Date of Award

1986

Degree Type

Dissertation

Degree Name

Doctor of Philosophy

Abstract

The Mg('2+)-dependent phosphatidate phosphohydrolase (PAPase) activity has been studied in rat lung subcellular fractions, and a malignant cell line (A549) which serves as a model of human Type II pneumocytes. Properties of this activity, which used a chemically-defined substrate of equimolar PC and PA, were equivalent to those found using membrane-bound substrate. Microsomes washed in buffers containing high salt concentrations displayed a decrease in the PAPase which could be quantitatively recovered in the wash supernatant. Mg('2+)-independent activity remained associated with the microsomes under these conditions. These microsomes displayed a reduced capacity to label glycerolipids from ('14)C -glycerol phosphate. Labelling could be returned to normal levels by the addition of PAPase from cytosol, wash supernatant, or fractionated cytosol, indicating that this activity was required for biosynthesis of glycerolipids. Determination of the stability constant for magnesium phosphatidate (MgPA) allowed the calculation of the free and bound levels of Mg('2+) and PA under assay conditions. The Mg('2+) concentration at maximum enzyme activity correlated with the intersection of the increasing free Mg('2+) and decreasing free PA which was being converted to the MgPA salt. The MgPA salt appeared to be the required form of the substrate. Chlorpromazine did not replace the requirement for Mg('2+) although it stimulated the Mg('2+)-independent activity. Triton X-100, Ca('2+), and chlorpromazine inhibited the PAPase activity.
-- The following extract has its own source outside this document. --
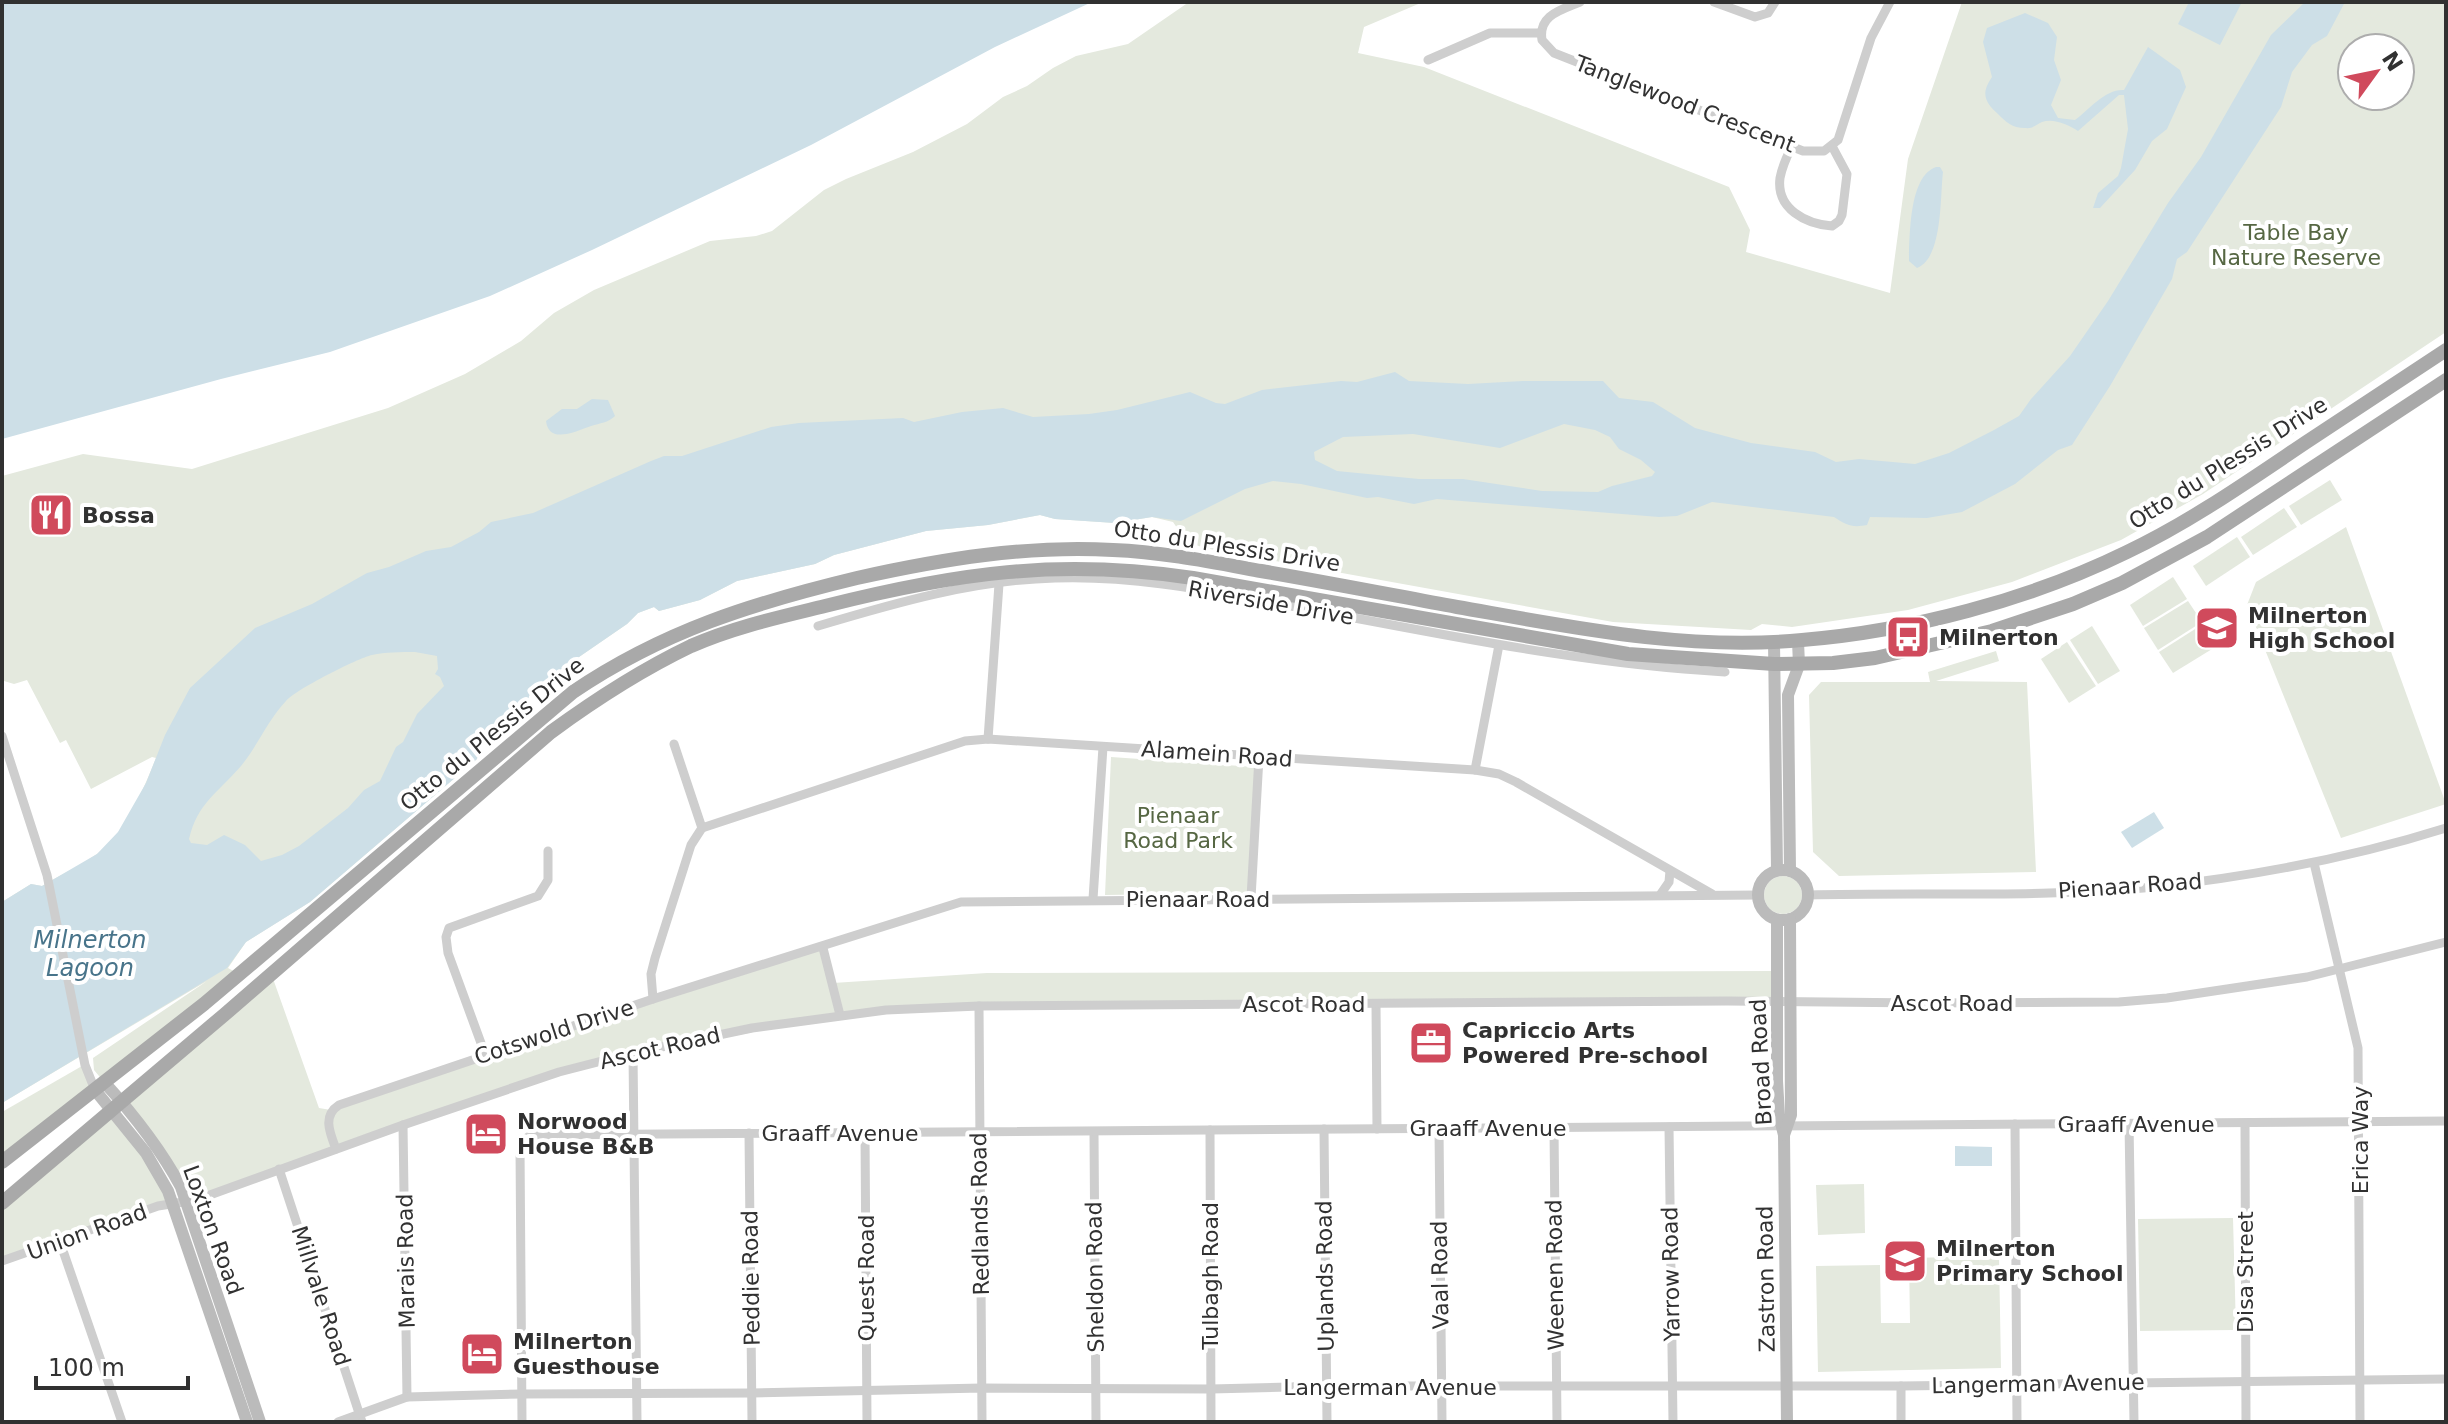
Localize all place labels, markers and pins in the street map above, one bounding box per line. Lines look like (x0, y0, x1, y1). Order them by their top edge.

Examination of the substrate requirements, Mg('2+)-requirements, detergent inhibitions, thermal inactivation, molecular weight, and dissociation and reassociation capabilities led to the conclusion that the PAPase activity in microsomes and cytosol was the same enzyme in two subcellular locations. Further studies using digitonin permeated A549 cells demonstrated that the intracellular distribution of the PAPase activity could be shifted from predominately cytosolic to an essentially particulate location upon treatment with 1-4 mM oleate. ('3)H -oleate did not accumulate in PA under these conditions but rapidly accumulated as MG, DG, TG and PC. This indicated that the translocation of the PAPase functioned to achieve greater glycerolipid synthesis and to maintain the concentration of PA, which is potentially disruptive to membrane integrity, low in times of metabolic flux.